_WHAT IS EXPECTED:_ Could you filter the records below and return each line that holds "list"?

_INPUT RECORDS:_

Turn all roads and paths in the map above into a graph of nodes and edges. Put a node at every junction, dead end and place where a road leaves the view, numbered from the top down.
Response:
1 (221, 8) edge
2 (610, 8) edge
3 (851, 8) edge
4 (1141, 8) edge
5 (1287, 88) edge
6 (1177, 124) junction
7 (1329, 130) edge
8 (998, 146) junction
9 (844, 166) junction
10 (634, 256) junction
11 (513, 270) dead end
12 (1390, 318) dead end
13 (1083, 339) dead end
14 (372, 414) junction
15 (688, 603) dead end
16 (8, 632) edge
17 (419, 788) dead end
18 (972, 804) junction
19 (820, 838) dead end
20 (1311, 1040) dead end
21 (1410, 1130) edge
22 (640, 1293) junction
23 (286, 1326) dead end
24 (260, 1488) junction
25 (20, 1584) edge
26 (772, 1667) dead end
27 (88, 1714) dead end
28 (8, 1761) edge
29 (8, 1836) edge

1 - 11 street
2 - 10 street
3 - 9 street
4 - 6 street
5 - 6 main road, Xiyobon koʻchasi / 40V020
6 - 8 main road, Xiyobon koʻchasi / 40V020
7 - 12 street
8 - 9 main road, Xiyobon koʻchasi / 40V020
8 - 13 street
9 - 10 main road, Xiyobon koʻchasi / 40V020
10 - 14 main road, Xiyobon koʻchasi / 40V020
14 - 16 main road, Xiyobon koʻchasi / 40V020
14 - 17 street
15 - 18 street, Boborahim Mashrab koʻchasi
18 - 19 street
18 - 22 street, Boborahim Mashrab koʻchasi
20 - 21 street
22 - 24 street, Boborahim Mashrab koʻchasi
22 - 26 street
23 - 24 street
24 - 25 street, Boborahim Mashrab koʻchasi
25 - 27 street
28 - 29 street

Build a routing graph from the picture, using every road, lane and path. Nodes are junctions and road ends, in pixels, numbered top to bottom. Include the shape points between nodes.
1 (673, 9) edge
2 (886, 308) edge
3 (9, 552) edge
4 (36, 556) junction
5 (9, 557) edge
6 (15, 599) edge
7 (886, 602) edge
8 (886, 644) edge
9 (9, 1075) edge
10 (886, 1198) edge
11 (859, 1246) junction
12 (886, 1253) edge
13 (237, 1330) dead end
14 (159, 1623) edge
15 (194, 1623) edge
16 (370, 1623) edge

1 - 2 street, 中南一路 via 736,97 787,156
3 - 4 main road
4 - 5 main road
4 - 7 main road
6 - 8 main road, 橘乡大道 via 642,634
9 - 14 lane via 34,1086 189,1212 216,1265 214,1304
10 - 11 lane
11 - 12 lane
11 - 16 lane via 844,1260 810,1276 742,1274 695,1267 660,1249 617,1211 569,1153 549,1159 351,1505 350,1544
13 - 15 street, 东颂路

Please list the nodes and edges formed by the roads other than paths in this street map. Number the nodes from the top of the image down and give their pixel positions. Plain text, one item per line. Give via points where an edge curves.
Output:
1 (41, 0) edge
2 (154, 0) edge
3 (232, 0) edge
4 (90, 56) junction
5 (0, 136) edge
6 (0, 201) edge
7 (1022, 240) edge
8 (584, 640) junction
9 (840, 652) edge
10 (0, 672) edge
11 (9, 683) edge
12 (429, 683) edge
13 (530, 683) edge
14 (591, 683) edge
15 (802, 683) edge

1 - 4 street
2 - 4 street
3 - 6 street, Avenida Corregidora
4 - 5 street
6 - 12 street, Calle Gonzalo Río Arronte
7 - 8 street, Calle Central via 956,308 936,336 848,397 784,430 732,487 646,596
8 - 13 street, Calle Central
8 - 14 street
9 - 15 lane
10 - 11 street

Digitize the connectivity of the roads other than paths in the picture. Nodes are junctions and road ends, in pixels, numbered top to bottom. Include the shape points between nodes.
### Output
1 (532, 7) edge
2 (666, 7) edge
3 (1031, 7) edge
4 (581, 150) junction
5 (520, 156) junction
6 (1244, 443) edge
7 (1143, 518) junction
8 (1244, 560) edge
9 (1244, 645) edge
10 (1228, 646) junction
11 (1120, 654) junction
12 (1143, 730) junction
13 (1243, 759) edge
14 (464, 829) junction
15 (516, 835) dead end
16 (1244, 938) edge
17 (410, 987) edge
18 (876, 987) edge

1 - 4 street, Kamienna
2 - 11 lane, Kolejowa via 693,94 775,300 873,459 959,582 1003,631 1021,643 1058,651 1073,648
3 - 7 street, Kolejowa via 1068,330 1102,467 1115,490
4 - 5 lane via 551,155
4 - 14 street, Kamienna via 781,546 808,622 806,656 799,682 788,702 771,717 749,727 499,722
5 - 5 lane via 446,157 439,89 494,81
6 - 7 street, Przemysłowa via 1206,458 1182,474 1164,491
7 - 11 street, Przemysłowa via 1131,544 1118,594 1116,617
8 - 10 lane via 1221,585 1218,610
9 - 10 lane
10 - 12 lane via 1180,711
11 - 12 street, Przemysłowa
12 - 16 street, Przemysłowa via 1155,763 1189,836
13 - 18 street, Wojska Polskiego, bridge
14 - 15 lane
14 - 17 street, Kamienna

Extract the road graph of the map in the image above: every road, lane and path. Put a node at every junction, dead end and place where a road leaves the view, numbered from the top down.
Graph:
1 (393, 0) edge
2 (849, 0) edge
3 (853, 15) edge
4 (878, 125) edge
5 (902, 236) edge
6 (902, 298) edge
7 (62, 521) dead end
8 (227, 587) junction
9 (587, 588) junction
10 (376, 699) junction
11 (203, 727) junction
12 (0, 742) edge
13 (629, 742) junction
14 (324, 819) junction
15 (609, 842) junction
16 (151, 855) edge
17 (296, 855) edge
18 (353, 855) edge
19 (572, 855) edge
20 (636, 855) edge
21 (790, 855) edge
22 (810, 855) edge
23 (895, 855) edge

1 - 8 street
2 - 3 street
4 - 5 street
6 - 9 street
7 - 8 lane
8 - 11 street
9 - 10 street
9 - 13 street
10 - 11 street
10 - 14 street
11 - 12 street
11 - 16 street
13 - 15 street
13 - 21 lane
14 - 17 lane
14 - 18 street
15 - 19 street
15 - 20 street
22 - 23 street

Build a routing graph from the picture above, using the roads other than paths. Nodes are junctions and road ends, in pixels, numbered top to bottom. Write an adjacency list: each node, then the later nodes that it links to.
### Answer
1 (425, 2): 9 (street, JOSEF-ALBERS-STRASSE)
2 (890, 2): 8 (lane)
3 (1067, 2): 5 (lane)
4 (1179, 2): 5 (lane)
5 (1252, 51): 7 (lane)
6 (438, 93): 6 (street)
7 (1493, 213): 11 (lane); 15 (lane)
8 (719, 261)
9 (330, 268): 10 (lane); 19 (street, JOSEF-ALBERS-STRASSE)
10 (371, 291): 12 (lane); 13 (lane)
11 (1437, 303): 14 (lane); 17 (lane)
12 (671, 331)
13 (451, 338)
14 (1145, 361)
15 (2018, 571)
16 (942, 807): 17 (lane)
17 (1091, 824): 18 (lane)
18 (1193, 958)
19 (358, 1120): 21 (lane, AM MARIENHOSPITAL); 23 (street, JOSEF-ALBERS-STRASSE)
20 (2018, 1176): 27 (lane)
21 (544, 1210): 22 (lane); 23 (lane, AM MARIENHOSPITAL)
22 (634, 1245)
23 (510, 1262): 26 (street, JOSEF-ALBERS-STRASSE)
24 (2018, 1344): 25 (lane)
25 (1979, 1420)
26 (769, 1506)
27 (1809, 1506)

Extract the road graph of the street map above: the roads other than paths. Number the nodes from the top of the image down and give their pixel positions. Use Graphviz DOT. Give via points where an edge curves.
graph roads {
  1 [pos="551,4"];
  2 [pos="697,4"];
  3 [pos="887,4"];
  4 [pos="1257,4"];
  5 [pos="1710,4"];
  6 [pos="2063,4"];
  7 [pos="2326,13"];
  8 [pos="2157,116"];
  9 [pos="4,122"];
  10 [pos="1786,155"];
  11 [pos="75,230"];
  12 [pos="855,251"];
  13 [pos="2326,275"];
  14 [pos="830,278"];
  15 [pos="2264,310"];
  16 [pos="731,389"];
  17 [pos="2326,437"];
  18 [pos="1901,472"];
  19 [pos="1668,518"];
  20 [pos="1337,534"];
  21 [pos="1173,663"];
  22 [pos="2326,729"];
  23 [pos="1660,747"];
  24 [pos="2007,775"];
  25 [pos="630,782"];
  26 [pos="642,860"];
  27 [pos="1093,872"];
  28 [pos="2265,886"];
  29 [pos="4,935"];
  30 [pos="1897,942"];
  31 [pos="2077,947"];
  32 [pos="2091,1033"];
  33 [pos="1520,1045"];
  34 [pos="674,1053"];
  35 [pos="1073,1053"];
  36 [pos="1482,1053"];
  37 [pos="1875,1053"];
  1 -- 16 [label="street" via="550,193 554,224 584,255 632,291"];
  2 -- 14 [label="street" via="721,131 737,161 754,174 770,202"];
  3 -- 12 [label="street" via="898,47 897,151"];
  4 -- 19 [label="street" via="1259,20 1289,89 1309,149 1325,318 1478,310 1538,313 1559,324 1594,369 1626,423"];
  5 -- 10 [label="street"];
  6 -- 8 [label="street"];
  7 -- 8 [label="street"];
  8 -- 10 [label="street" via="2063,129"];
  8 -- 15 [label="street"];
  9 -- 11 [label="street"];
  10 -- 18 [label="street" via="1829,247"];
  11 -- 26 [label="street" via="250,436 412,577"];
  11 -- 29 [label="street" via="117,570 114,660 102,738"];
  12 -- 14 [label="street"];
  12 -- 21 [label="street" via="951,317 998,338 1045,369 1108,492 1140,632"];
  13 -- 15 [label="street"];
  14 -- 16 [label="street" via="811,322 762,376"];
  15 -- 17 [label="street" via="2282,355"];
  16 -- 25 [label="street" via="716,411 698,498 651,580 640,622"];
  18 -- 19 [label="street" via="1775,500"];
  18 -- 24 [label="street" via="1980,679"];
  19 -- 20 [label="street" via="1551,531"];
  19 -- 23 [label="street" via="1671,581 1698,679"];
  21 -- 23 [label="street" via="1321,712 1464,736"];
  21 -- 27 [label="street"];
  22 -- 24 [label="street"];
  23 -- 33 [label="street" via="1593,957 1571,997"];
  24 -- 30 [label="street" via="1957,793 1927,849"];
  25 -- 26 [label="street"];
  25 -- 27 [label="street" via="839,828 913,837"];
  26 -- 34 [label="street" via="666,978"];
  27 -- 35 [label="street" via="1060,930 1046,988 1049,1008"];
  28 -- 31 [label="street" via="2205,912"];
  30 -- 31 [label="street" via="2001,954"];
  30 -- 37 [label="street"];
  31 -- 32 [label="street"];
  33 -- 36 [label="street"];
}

_RESULT OF THIS TASK:_
Please list the nodes and edges formed by the roads other than paths in this street map. Number the nodes from the top of the image down and give their pixel positions. Plain text, one item per line. Give via points where an edge curves.
Build a routing graph from the picture above, using the roads other than paths. Nodes are junctions and road ends, in pixels, numbered top to bottom. Write an adjacency list: each node, then the later nodes that it links to.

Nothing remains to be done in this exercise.